I finally figured out how to sew something else besides curtains. My girlfriend who went into a nursing home gave me so much fabric. She was a very good sewer. They won't let her use her sewing machine in the nursing home for safety reasons. Such a shame but I do understand. She misses it so much. I doubt I would have bought fabric just to practice. 
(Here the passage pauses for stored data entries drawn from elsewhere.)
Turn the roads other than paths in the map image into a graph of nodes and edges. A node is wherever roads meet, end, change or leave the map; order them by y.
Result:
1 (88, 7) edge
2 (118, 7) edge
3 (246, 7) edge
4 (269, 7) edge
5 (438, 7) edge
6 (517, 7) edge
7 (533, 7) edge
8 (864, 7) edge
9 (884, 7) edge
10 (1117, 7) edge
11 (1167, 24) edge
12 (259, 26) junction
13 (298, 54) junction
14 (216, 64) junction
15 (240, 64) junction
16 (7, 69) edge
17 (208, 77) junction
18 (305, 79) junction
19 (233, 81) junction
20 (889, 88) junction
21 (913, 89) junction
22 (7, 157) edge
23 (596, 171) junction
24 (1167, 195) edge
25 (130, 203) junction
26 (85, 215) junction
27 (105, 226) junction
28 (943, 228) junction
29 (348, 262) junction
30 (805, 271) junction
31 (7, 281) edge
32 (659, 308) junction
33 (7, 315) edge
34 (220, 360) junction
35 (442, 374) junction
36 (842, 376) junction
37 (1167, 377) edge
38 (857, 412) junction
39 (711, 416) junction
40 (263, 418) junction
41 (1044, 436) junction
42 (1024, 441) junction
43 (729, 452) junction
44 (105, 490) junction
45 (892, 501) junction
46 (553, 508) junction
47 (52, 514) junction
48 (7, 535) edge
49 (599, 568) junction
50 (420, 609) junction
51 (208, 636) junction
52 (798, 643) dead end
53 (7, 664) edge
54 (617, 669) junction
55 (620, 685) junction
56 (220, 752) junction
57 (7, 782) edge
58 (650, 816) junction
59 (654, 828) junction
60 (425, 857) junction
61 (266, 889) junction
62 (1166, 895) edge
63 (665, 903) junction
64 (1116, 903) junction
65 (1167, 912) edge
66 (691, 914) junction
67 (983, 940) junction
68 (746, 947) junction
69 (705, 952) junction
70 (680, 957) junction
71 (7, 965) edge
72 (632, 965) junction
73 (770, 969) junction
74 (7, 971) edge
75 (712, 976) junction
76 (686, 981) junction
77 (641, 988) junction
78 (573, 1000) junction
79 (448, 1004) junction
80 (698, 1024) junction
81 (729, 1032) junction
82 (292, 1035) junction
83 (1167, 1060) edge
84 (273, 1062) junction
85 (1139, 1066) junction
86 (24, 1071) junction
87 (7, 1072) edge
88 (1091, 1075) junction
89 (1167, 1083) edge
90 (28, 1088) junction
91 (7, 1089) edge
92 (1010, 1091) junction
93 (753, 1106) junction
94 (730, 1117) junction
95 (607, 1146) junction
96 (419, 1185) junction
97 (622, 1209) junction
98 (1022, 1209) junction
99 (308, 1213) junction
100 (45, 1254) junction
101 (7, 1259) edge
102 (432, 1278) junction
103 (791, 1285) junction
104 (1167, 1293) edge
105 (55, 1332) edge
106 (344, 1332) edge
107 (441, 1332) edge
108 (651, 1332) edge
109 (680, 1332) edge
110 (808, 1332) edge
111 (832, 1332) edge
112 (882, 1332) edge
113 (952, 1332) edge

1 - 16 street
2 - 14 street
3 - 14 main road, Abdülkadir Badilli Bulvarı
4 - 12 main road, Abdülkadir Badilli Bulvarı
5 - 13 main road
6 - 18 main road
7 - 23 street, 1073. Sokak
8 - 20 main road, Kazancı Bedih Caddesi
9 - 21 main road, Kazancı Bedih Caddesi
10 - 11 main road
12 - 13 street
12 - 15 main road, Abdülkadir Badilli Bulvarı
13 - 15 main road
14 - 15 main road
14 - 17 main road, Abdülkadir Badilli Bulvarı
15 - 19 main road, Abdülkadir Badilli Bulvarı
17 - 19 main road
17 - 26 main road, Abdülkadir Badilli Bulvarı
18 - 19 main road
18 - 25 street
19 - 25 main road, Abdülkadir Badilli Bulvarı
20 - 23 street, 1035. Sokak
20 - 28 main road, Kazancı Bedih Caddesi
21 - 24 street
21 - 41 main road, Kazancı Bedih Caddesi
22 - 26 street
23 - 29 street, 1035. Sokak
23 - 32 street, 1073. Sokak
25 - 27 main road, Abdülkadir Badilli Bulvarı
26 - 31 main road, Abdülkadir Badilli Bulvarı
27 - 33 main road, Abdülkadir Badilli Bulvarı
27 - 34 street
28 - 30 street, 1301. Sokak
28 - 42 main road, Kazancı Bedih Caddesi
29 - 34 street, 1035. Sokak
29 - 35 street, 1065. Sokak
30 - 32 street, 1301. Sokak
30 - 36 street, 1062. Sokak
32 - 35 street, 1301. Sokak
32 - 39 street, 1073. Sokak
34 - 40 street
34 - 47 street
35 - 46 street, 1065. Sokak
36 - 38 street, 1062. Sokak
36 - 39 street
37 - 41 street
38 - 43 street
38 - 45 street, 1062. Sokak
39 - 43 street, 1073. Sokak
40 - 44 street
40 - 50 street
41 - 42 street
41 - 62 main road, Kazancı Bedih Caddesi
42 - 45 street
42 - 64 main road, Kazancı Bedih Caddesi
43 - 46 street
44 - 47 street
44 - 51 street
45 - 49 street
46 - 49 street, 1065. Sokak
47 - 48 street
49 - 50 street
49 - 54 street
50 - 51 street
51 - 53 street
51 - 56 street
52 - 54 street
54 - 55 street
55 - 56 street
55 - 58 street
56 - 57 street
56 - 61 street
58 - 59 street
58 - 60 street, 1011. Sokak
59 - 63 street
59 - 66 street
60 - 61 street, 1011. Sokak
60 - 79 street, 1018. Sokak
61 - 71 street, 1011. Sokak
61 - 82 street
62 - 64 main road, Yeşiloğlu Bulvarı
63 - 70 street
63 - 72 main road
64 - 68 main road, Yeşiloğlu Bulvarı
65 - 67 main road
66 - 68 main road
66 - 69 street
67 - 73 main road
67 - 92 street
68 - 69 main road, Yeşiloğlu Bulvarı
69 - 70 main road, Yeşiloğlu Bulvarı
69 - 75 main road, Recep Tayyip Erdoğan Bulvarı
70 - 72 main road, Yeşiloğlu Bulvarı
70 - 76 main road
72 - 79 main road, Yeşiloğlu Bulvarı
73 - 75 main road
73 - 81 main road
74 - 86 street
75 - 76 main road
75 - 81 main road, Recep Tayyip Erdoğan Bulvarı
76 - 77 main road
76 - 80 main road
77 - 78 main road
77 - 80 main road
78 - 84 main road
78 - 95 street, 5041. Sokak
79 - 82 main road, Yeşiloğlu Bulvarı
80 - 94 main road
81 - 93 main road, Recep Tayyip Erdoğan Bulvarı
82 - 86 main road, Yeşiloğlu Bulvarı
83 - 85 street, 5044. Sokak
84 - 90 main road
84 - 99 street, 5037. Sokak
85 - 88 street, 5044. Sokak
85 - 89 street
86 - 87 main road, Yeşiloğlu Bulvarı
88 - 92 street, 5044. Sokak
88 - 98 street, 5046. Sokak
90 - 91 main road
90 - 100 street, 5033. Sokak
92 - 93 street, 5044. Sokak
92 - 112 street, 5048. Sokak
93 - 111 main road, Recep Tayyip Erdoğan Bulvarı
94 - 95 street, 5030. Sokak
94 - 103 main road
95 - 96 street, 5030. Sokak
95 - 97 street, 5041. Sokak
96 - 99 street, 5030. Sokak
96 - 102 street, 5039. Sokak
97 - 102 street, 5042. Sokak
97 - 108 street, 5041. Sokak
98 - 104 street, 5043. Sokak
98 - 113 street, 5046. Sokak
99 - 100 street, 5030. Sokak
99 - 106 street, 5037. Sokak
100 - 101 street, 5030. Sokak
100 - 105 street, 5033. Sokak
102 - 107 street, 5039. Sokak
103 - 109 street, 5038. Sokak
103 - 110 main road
The valance was from an old table cloth she had. The chair pads were very old. I just covered them over.The circle above the valance is a reflection from my light above the sink.


----------



## RadishRose (Feb 17, 2019)

My goodness Ruth, you are talented!


----------



## C'est Moi (Feb 17, 2019)

Well done, Ruth.   Everything looks so nice.   You're making me want to get my sewing machine out and dust it off.


----------



## Camper6 (Feb 17, 2019)

Ruth n Jersey said:


> I finally figured out how to sew something else besides curtains. My girlfriend who went into a nursing home gave me so much fabric. She was a very good sewer. They won't let her use her sewing machine in the nursing home for safety reasons. Such a shame but I do understand. She misses it so much. I doubt I would have bought fabric just to practice.
> 
> The valance was from an old table cloth she had. The chair pads were very old. I just covered them over.The circle above the valance is a reflection from my light above the sink.View attachment 62362View attachment 62363


 Very nice. I replaced a zipper on a jacket lately and bought some Velcro to secure some pockets.


----------



## hollydolly (Feb 17, 2019)

Acccch...I wish you lived near me..so talented, those cushion pads are really pretty


----------



## jujube (Feb 17, 2019)

You're talented, Ruth!


----------



## SeaBreeze (Feb 17, 2019)

Nice job Ruth, I really like the valance!


----------



## Keesha (Feb 17, 2019)

Very nice work Ruth.


----------